> _What is required_
Write out the line that contains "middle pip: (1364, 752)", then every following line to the end of the records below, with no other lines and no changes.

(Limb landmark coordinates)
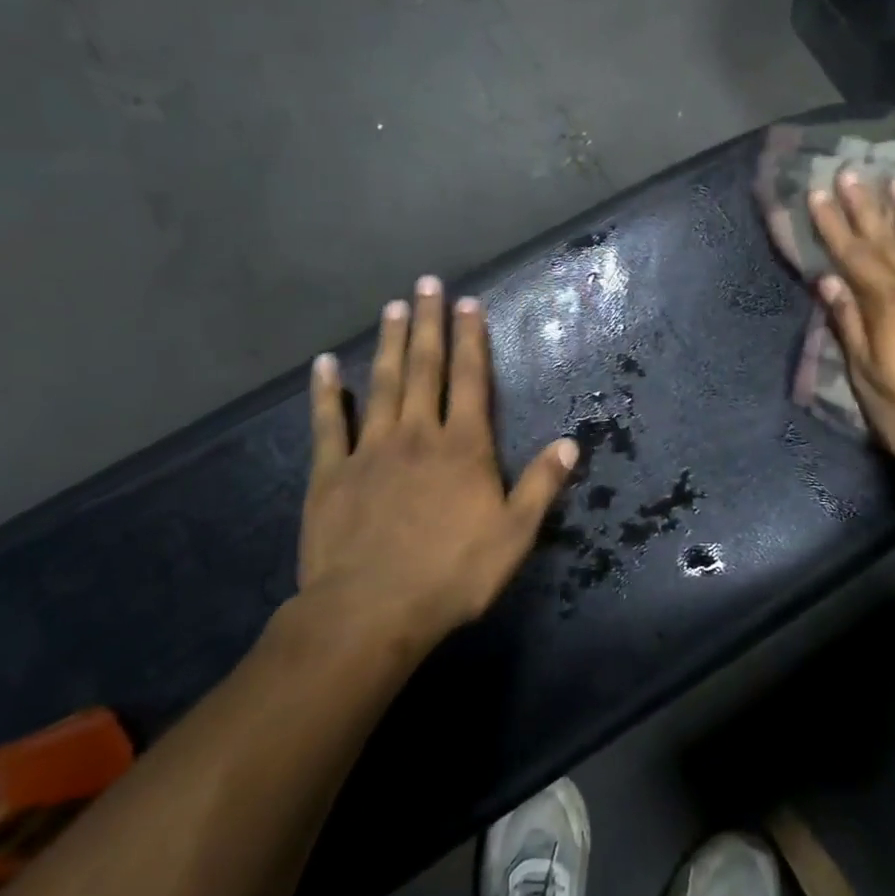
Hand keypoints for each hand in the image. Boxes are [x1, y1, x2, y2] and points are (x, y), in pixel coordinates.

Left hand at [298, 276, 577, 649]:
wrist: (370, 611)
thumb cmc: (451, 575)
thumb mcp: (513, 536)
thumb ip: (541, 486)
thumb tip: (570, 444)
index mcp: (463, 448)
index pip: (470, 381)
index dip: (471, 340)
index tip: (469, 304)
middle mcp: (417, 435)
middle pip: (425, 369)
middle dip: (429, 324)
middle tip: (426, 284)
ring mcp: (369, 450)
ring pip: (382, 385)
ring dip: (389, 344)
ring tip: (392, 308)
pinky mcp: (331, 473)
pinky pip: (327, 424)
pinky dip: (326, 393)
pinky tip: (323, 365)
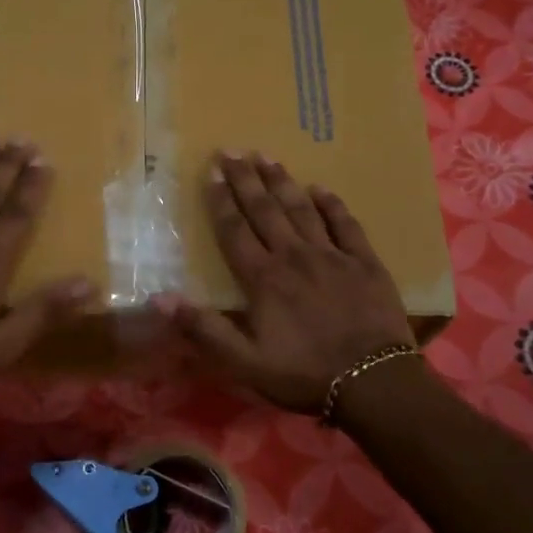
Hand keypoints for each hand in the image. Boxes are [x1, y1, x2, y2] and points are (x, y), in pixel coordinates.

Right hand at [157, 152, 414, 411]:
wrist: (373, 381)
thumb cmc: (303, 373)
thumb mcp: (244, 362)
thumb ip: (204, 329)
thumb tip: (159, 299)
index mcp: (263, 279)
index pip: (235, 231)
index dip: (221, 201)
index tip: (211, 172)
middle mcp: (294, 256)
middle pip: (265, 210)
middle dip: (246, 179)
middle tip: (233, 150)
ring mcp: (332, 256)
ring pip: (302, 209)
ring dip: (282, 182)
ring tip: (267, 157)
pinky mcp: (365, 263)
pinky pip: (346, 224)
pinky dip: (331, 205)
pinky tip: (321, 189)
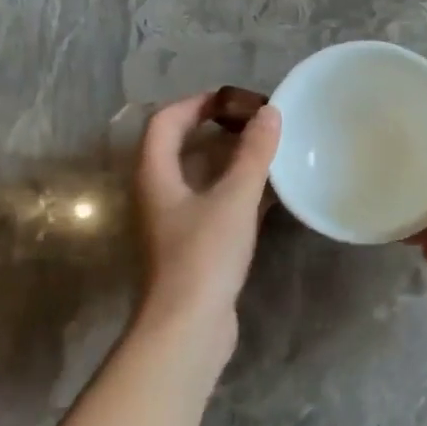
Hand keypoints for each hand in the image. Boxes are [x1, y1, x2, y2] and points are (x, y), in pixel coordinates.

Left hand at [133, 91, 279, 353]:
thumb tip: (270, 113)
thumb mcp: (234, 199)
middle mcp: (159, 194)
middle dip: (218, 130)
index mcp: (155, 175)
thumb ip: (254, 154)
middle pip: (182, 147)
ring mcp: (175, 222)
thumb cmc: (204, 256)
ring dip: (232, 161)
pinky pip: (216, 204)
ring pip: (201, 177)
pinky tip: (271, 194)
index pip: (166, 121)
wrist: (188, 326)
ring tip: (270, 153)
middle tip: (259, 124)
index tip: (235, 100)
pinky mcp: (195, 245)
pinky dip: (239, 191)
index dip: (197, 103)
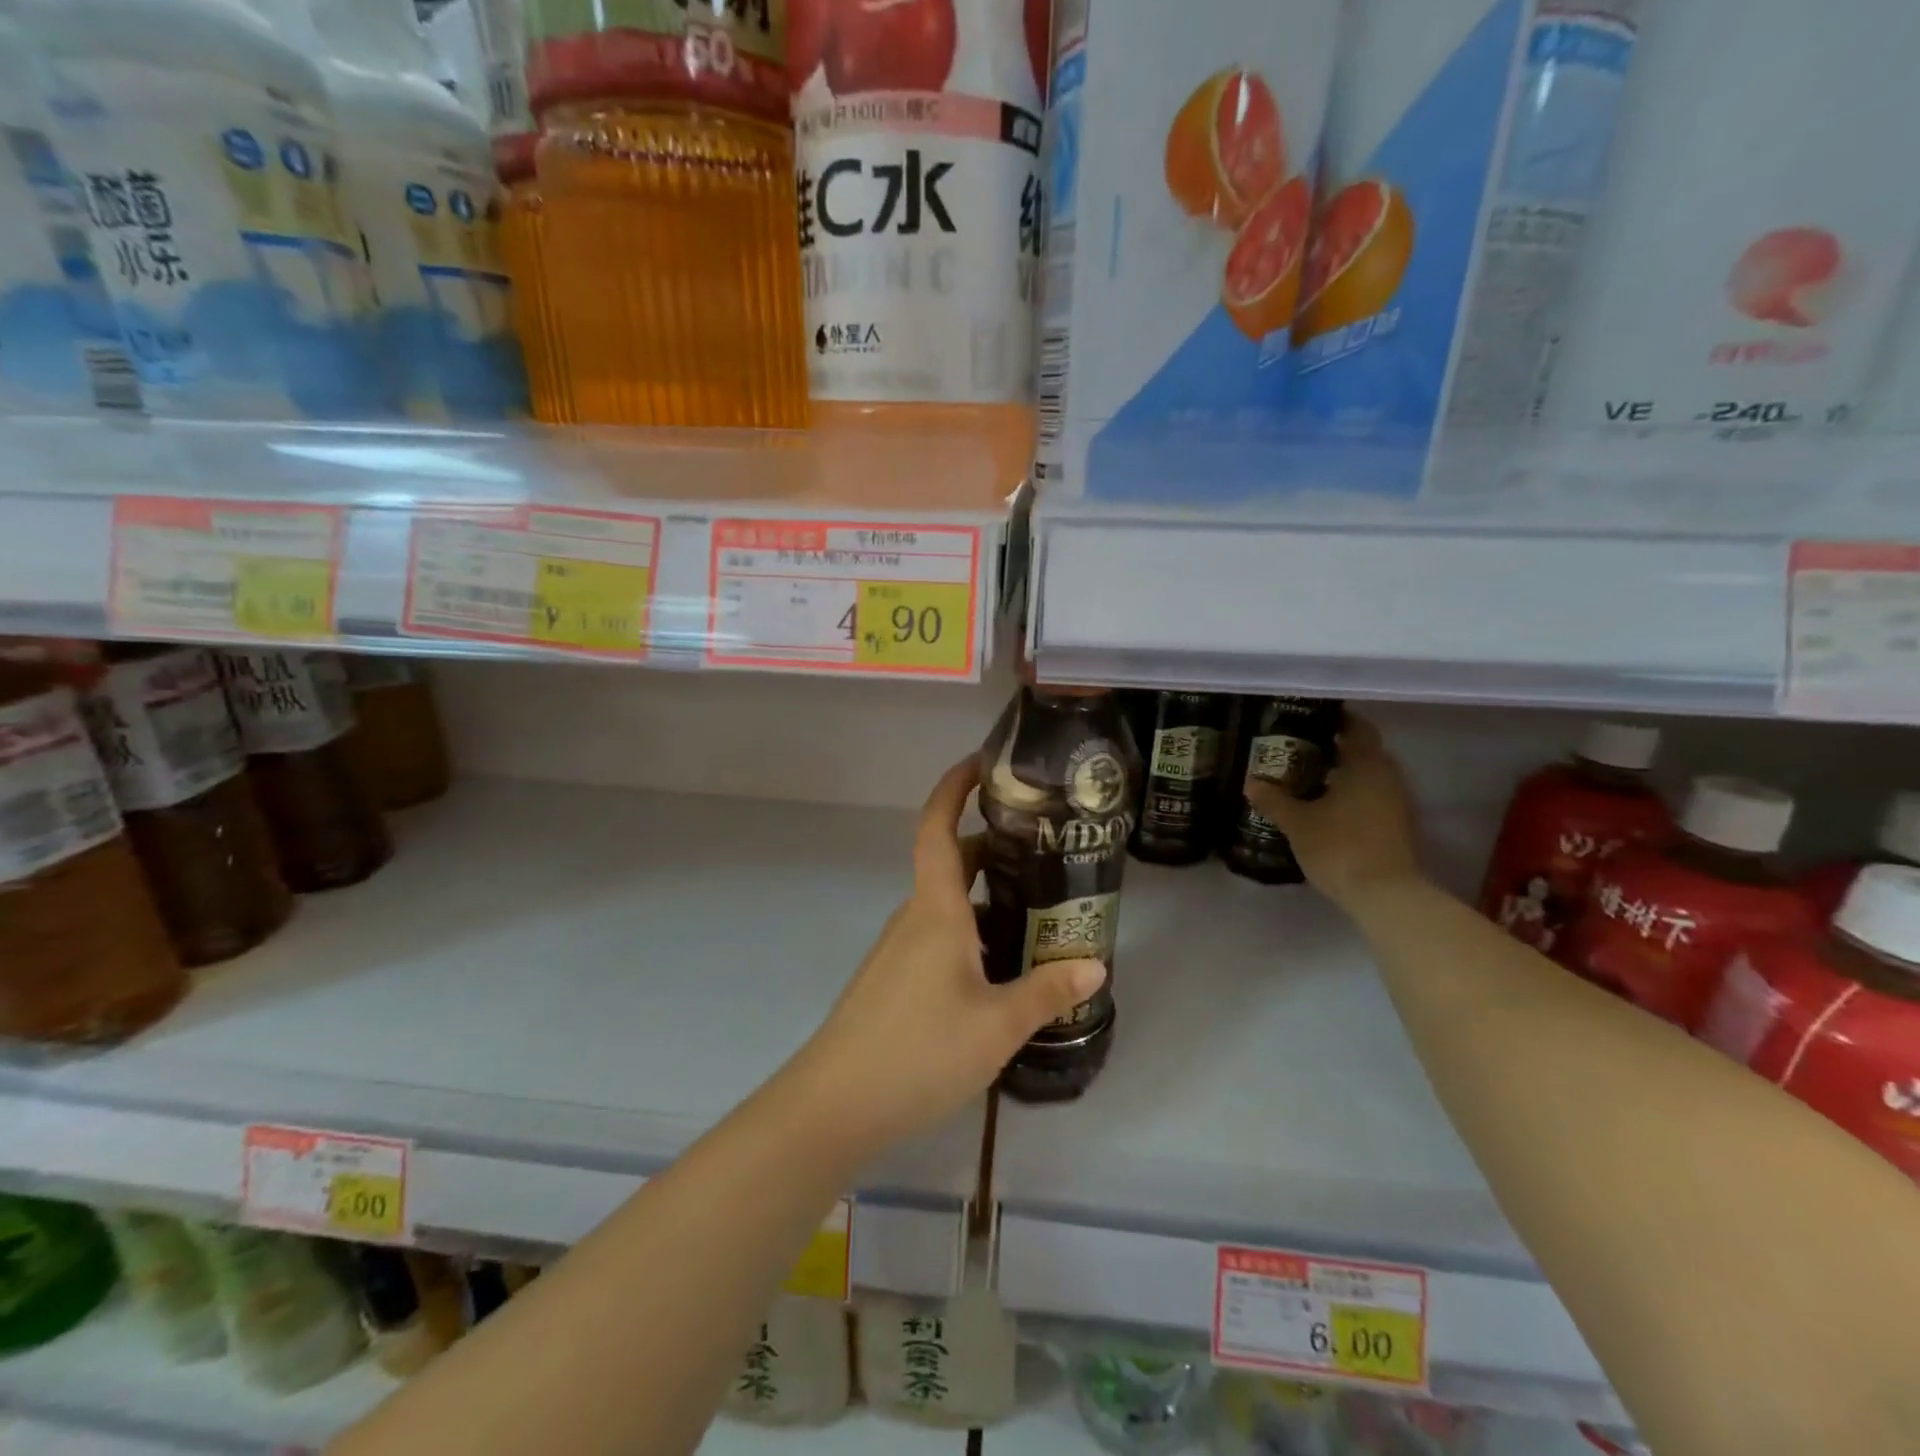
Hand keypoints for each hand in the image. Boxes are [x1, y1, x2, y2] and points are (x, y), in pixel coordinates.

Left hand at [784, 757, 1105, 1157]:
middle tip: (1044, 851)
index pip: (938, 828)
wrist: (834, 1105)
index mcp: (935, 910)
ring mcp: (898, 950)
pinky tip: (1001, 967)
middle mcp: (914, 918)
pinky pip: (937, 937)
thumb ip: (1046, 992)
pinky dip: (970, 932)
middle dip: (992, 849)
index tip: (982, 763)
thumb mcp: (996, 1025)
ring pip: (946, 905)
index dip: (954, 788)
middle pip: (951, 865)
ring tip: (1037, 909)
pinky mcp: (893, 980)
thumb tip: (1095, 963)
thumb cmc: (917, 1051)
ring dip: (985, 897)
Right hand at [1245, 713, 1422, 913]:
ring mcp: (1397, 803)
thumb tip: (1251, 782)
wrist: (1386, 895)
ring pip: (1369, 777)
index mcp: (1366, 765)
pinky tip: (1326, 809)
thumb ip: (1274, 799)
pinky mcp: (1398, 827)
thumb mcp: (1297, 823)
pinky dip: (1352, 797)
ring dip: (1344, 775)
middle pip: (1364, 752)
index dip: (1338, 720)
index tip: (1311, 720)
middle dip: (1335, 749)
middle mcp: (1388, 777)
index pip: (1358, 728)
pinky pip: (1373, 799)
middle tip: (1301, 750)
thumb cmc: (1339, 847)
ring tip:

> _Exercise output_
middle pip: (1364, 752)
index dip: (1338, 720)
index tip: (1311, 720)
middle dip: (1335, 749)
middle mcp: (1388, 777)
index pip: (1358, 728)
pinky pip: (1373, 799)
middle tip: (1301, 750)
thumb cmc: (1339, 847)
ring tip:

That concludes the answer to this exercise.